··· Recorded data

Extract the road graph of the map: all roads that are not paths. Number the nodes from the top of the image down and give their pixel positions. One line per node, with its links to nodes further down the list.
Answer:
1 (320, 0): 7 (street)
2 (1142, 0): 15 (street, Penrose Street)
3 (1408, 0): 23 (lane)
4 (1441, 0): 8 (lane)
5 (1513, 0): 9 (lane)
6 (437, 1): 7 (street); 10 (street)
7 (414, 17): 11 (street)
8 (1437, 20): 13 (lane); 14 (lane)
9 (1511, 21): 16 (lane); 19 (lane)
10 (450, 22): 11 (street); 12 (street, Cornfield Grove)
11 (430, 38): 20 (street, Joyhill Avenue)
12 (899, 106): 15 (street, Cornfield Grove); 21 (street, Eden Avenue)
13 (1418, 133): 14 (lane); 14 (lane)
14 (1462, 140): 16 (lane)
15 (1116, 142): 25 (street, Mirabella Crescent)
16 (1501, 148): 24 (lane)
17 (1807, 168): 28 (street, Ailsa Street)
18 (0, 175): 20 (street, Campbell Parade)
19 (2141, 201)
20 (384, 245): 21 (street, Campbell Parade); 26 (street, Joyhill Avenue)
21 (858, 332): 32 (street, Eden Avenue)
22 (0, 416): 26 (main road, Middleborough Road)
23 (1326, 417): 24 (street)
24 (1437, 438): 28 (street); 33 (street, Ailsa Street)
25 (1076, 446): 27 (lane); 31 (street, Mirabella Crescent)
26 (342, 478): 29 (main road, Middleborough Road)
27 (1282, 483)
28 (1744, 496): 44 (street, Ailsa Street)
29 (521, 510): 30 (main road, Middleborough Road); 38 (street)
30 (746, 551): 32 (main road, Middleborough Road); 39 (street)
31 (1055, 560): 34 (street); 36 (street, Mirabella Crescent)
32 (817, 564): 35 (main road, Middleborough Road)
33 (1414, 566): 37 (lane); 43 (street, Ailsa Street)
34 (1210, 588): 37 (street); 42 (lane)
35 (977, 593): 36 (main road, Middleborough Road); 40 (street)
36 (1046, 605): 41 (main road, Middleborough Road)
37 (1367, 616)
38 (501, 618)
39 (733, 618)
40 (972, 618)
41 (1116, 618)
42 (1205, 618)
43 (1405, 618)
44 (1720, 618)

······

◆ **Task prompt**
Take the entries above and repeat them verbatim.

◆ **Task result**
Extract the road graph of the map: all roads that are not paths. Number the nodes from the top of the image down and give their pixel positions. One line per node, with its links to nodes further down the list.
Answer:
1 (320, 0): 7 (street)
2 (1142, 0): 15 (street, Penrose Street)
3 (1408, 0): 23 (lane)
4 (1441, 0): 8 (lane)
5 (1513, 0): 9 (lane)
6 (437, 1): 7 (street); 10 (street)
7 (414, 17): 11 (street)
8 (1437, 20): 13 (lane); 14 (lane)
9 (1511, 21): 16 (lane); 19 (lane)
10 (450, 22): 11 (street); 12 (street, Cornfield Grove)
11 (430, 38): 20 (street, Joyhill Avenue)
12 (899, 106): 15 (street, Cornfield Grove); 21 (street, Eden Avenue)
13 (1418, 133): 14 (lane); 14 (lane)
14 (1462, 140): 16 (lane)
15 (1116, 142): 25 (street, Mirabella Crescent)
16 (1501, 148): 24 (lane)
17 (1807, 168): 28 (street, Ailsa Street)
18 (0, 175): 20 (street, Campbell Parade)
19 (2141, 201)
20 (384, 245): 21 (street, Campbell Parade); 26 (street, Joyhill Avenue)
21 (858, 332): 32 (street, Eden Avenue)
22 (0, 416): 26 (main road, Middleborough Road)
23 (1326, 417): 24 (street)
24 (1437, 438): 28 (street); 33 (street, Ailsa Street)
25 (1076, 446): 27 (lane); 31 (street, Mirabella Crescent)
26 (342, 478): 29 (main road, Middleborough Road)
27 (1282, 483)
28 (1744, 496): 44 (street, Ailsa Street)
29 (521, 510): 30 (main road, Middleborough Road); 38 (street)
30 (746, 551): 32 (main road, Middleborough Road); 39 (street)
31 (1055, 560): 34 (street); 36 (street, Mirabella Crescent)
32 (817, 564): 35 (main road, Middleborough Road)
33 (1414, 566): 37 (lane); 43 (street, Ailsa Street)
34 (1210, 588): 37 (street); 42 (lane)
35 (977, 593): 36 (main road, Middleborough Road); 40 (street)
36 (1046, 605): 41 (main road, Middleborough Road)
37 (1367, 616)
38 (501, 618)
39 (733, 618)
40 (972, 618)
41 (1116, 618)
42 (1205, 618)
43 (1405, 618)
44 (1720, 618)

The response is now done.